Dataset records: Begin

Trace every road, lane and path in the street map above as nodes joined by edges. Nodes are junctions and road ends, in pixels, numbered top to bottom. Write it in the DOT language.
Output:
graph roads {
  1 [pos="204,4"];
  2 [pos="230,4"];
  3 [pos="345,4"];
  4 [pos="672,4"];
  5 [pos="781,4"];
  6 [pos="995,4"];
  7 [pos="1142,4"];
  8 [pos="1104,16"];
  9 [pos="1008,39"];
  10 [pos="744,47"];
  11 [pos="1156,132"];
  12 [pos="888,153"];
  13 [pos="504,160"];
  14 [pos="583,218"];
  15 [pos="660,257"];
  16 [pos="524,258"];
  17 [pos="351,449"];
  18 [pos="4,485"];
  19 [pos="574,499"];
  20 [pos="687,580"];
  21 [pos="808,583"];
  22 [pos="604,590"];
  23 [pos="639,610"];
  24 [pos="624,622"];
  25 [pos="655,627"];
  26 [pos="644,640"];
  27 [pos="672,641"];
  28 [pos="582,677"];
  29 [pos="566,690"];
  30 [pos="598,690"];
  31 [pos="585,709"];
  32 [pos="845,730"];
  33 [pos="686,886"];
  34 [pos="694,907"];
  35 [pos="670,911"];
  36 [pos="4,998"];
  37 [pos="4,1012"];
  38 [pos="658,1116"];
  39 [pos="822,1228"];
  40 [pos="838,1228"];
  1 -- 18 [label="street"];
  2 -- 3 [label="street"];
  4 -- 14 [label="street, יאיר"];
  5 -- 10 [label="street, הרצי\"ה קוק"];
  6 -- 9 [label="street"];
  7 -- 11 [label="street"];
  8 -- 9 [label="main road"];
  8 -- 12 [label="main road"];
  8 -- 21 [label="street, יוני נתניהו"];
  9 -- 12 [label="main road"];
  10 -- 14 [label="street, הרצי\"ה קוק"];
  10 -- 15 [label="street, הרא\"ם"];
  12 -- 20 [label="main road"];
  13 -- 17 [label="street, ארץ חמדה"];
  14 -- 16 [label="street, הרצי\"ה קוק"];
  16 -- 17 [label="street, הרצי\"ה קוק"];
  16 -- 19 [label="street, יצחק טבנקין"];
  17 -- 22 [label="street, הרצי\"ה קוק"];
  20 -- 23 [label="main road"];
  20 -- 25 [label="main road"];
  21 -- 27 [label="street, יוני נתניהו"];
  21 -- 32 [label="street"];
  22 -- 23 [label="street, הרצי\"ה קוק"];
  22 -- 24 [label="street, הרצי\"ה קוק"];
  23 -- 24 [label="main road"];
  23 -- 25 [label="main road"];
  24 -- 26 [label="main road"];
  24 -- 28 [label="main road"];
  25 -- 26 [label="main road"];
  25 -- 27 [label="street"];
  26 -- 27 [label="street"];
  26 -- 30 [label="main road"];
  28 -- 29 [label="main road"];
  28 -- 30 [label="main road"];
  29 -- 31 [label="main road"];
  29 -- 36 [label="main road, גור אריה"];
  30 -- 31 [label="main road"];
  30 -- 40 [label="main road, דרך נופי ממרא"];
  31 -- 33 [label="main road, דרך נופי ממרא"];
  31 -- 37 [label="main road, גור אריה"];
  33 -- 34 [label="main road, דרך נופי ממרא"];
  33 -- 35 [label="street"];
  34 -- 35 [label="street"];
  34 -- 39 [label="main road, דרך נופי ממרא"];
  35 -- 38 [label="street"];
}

Dataset records: End

The task: Please retype the data, matching it exactly.

Exercise output:
Trace every road, lane and path in the street map above as nodes joined by edges. Nodes are junctions and road ends, in pixels, numbered top to bottom. Write it in the DOT language.
Output:
graph roads {
  1 [pos="204,4"];
  2 [pos="230,4"];
  3 [pos="345,4"];
  4 [pos="672,4"];
  5 [pos="781,4"];
  6 [pos="995,4"];
  7 [pos="1142,4"];
  8 [pos="1104,16"];
  9 [pos="1008,39"];
  10 [pos="744,47"];
  11 [pos="1156,132"];
  12 [pos="888,153"];
  13 [pos="504,160"];
  14 [pos="583,218"];
  15 [pos="660,257"];
  16 [pos="524,258"];
  17 [pos="351,449"];
  18 [pos="4,485"];
  19 [pos="574,499"];
  20 [pos="687,580"];
  21 [pos="808,583"];
  22 [pos="604,590"];
  23 [pos="639,610"];
  24 [pos="624,622"];
  25 [pos="655,627"];
  26 [pos="644,640"];
  27 [pos="672,641"];
  28 [pos="582,677"];
  29 [pos="566,690"];
  30 [pos="598,690"];
  31 [pos="585,709"];
  32 [pos="845,730"];
  33 [pos="686,886"];
  34 [pos="694,907"];
  35 [pos="670,911"];
  36 [pos="4,998"];
  37 [pos="4,1012"];
  38 [pos="658,1116"];
  39 [pos="822,1228"];
  40 [pos="838,1228"];
  1 -- 18 [label="street"];
  2 -- 3 [label="street"];
  4 -- 14 [label="street, יאיר"];
  5 -- 10 [label="street, הרצי\"ה קוק"];
  6 -- 9 [label="street"];
  7 -- 11 [label="street"];
  8 -- 9 [label="main road"];
  8 -- 12 [label="main road"];
  8 -- 21 [label="street, יוני נתניהו"];
  9 -- 12 [label="main road"];
  10 -- 14 [label="street, הרצי\"ה קוק"];
  10 -- 15 [label="street, הרא\"ם"];
  12 -- 20 [label="main road"];
  13 -- 17 [label="street, ארץ חמדה"];
  14 -- 16 [label="street, הרצי\"ה קוק"];
  16 -- 17 [label="street, הרצי\"ה קוק"];
  16 -- 19 [label="street, יצחק טבנקין"];
  17 -- 22 [label="street, הרצי\"ה קוק"];
  20 -- 23 [label="main road"];
  20 -- 25 [label="main road"];
  21 -- 27 [label="street, יוני נתניהו"];
  21 -- 32 [label="street"];
  22 -- 23 [label="street, הרצי\"ה קוק"];
  22 -- 24 [label="street, הרצי\"ה קוק"];
  23 -- 24 [label="main road"];
  23 -- 25 [label="main road"];
  24 -- 26 [label="main road"];
  24 -- 28 [label="main road"];
  25 -- 26 [label="main road"];
  25 -- 27 [label="street"];
  26 -- 27 [label="street"];
  26 -- 30 [label="main road"];
  28 -- 29 [label="main road"];
  28 -- 30 [label="main road"];
  29 -- 31 [label="main road"];
  29 -- 36 [label="main road, גור אריה"];
  30 -- 31 [label="main road"];
  30 -- 40 [label="main road, דרך נופי ממרא"];
  31 -- 33 [label="main road, דרך נופי ממרא"];
  31 -- 37 [label="main road, גור אריה"];
  33 -- 34 [label="main road, דרך נופי ממרא"];
  33 -- 35 [label="street"];
  34 -- 35 [label="street"];
  34 -- 39 [label="main road, דרך נופי ממרא"];
  35 -- 38 [label="street"];
}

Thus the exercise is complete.